The paper presents an novel online algorithm for stochastic losses and adversarial losses with a small range under the assumption that they can observe an additional loss per round. In the adversarial setting, they provide a lower bound that almost matched their upper bound. In the stochastic setting, their regret bound remarkably does not depend on the rounds T. Even though the setting described in the paper can be characterized by a sequence of feedback graphs, the authors do not cite or compare to the large body of literature of online learning with feedback graphs (i.e. "Online Learning with Feedback Graphs: Beyond Bandits" by Alon at al. 2015, "Online Learning with Feedback Graphs Without the Graphs" Cohen et al. 2016, "Leveraging Side Observations in Stochastic Bandits" by Caron et al. 2012). Leveraging Side Observations in Stochastic Bandits by Caron et al. 2012 prove a lower bound of log(T) for stochastic losses when the feedback graph is fixed. The feedback graph used in the current paper is more complex than a fixed graph so it is surprising that they can attain a bound that does not depend on log T. I am not sure how the lower bound of Caron et al. can be reconciled with the stochastic bound in the paper, but it might be because in the current paper, they are allowed to chose which second arm they want to observe. Nevertheless, a thorough discussion and analysis is warranted here. Another criticism is that they claim their assumptions are weak.

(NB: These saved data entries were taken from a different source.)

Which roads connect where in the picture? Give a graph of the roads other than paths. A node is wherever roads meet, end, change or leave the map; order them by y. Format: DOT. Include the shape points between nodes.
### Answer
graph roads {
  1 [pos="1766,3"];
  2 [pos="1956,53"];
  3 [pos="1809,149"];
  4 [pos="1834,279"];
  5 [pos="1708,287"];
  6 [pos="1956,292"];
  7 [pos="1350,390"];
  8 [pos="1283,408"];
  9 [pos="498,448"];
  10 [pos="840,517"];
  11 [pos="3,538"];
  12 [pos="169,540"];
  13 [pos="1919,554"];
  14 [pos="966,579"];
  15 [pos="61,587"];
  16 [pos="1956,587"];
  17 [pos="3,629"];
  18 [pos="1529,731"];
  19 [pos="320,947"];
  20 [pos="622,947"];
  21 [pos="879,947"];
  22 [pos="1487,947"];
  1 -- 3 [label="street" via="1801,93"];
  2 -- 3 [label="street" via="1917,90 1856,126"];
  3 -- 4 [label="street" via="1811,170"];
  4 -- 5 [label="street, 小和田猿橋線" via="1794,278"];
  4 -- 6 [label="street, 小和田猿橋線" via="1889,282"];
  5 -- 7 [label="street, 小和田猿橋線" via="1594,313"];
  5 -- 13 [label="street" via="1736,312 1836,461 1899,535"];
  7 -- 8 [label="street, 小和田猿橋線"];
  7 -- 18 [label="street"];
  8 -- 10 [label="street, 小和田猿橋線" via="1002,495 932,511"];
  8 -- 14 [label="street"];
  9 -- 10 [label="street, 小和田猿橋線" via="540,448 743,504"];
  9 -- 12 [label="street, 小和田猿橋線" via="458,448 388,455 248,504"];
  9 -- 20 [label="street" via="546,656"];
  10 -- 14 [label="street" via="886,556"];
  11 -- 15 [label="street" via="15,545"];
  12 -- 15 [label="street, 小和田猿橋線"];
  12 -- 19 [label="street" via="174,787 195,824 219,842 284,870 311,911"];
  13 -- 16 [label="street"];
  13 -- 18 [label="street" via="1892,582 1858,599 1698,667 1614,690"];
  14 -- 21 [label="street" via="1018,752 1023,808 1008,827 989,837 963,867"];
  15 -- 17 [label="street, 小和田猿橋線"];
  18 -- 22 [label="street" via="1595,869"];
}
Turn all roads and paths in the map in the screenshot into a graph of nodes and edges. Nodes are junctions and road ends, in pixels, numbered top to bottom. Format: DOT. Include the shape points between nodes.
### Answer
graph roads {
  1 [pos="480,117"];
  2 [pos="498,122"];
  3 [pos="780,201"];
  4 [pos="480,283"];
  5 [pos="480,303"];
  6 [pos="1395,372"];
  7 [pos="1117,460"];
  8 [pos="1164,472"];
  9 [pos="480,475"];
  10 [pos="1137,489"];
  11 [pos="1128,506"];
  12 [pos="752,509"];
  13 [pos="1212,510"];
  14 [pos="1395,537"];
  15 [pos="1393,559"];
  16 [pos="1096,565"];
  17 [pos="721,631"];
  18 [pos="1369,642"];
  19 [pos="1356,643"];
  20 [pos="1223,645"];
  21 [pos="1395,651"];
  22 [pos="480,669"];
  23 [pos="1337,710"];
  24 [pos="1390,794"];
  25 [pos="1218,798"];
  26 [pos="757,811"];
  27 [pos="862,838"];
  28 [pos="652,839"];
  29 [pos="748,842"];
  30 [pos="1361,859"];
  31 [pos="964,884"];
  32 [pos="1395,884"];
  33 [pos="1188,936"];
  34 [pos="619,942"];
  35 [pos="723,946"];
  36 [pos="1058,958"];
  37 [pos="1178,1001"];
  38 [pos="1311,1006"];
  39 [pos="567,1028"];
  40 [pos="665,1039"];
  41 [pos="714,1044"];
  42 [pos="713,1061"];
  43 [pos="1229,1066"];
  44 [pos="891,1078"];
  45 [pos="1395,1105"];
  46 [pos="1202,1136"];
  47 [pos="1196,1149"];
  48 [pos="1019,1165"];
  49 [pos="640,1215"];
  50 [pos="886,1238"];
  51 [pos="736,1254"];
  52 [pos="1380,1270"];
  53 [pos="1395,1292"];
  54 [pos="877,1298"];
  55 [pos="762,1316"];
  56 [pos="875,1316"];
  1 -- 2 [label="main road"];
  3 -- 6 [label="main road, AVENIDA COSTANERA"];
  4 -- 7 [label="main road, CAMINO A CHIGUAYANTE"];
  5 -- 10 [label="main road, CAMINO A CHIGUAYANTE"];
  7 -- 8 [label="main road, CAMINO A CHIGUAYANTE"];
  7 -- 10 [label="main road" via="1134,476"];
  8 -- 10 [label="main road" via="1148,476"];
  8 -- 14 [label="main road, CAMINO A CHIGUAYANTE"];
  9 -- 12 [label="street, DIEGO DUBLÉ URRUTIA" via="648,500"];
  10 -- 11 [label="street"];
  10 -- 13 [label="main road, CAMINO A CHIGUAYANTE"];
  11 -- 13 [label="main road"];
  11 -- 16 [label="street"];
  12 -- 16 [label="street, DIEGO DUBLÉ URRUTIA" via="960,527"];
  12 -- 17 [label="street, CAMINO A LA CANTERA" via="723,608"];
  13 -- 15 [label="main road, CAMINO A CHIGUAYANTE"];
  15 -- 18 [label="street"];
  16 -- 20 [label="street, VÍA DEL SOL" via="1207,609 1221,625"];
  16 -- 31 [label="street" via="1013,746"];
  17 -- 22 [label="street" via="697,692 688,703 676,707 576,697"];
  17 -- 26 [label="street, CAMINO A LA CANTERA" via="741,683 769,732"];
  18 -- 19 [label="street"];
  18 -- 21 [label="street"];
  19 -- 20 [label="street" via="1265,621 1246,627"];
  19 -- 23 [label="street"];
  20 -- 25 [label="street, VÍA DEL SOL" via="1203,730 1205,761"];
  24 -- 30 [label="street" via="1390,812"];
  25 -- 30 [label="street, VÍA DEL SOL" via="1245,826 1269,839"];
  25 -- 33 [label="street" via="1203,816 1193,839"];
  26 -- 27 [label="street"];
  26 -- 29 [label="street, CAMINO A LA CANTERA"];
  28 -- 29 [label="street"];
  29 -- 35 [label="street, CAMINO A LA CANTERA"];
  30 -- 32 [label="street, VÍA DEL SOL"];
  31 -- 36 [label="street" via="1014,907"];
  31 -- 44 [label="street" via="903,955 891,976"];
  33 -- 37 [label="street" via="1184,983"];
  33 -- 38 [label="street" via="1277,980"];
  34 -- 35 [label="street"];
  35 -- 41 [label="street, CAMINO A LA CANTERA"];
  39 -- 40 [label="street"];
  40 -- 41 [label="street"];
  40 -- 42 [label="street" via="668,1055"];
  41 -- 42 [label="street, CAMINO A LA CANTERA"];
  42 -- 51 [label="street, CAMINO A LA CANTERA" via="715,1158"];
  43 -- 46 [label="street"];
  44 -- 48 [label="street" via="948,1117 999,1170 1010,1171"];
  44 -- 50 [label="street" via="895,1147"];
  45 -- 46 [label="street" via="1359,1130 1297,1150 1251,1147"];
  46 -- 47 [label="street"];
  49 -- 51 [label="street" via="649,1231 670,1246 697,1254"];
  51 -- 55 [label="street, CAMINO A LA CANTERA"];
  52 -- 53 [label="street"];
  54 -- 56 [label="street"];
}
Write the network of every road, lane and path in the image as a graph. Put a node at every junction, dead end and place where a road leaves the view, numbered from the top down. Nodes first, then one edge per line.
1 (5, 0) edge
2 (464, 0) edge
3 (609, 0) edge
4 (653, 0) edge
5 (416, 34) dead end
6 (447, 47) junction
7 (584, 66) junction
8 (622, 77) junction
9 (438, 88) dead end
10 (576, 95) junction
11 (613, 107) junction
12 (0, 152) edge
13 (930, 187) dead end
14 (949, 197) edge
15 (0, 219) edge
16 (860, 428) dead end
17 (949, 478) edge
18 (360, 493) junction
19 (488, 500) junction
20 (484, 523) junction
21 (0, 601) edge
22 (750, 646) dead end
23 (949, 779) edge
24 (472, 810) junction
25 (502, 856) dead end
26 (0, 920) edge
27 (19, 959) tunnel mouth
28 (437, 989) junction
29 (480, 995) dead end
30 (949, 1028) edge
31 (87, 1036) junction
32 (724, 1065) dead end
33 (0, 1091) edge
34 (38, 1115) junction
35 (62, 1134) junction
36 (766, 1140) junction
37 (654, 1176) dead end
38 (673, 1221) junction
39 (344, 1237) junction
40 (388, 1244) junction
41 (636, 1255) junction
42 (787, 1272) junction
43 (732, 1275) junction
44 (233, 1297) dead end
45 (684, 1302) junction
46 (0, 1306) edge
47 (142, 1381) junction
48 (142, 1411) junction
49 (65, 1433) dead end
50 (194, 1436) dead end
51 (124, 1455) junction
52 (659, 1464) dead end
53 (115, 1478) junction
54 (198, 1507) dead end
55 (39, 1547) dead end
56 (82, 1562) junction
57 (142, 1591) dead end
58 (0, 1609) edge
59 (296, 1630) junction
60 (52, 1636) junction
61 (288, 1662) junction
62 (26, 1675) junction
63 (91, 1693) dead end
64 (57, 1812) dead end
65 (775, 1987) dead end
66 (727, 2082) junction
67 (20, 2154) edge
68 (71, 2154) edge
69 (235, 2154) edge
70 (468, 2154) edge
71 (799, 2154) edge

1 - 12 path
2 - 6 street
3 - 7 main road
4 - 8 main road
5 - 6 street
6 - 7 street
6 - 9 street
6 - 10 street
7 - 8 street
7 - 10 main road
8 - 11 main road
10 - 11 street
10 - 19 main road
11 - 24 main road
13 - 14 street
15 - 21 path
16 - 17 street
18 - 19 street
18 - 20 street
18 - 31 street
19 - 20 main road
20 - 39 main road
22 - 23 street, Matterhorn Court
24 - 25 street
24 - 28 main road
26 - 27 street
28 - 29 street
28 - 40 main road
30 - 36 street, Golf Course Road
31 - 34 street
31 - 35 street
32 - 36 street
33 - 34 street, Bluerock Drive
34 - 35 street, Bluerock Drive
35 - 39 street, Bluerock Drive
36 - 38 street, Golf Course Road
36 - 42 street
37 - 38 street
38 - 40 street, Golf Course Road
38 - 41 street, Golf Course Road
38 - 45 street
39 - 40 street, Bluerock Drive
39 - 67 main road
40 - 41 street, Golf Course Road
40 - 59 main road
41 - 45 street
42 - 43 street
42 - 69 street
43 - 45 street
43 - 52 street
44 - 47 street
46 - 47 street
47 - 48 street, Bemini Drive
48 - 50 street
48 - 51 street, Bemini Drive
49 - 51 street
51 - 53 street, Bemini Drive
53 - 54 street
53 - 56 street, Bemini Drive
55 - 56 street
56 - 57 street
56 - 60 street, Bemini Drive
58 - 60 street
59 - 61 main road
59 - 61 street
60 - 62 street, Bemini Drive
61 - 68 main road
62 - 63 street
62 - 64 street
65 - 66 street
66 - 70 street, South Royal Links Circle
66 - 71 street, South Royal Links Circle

Via their assumptions, they can bypass the impossibility result of Gerchinovitz and Lattimore [2016], but allowing an extra loss observation is essentially changing the setting and moreover they allow the algorithm to chose the second arm that they get to observe. Adding extra loss observations even if it's just one more at each round can be hugely beneficial as shown in the above feedback graphs papers. The paper is understandable, but not well written or polished. Due to the lack of comparison to on-line learning with feedback graphs and the fact that Caron et al. 2012 have a lower bound that depends on log(T), I cannot vote to accept unless these issues are addressed by the authors in the rebuttal. ----------------------------------------------------------------------------------------------- The authors have adequately addressed my concerns and hence I increased their overall score.

Reviewer 3


		
This paper studies the problem of achieving a regret scaled with the effective range of the losses in the bandit setting. Although it has been shown that it is impossible in the standard bandit setting, this paper proposes the second order difference adjustments algorithm (SODA) which achieves the goal when one random extra observation is available for each round in the bandit setting. Such result improves the previous one by Cesa-Bianchi and Shamir which requires the availability of the smallest loss for each round. More desirable, SODA is also proved to achieve constant expected regret in the stochastic setting, thus it automatically adapts between two regimes. Other comments: 1. On line 210, equation numbers are missing. 2. In the proof of Theorem 1, line 192. The analysis about the 3rd term is missing: the expectation of this term is 0. 3. The ‘a’ In Equation (10) and ‘a’ in Equation (11) collide. Same on line 329. 4. There is still a gap between dependencies on K in the lower bound and in the upper bound. Any comment on it?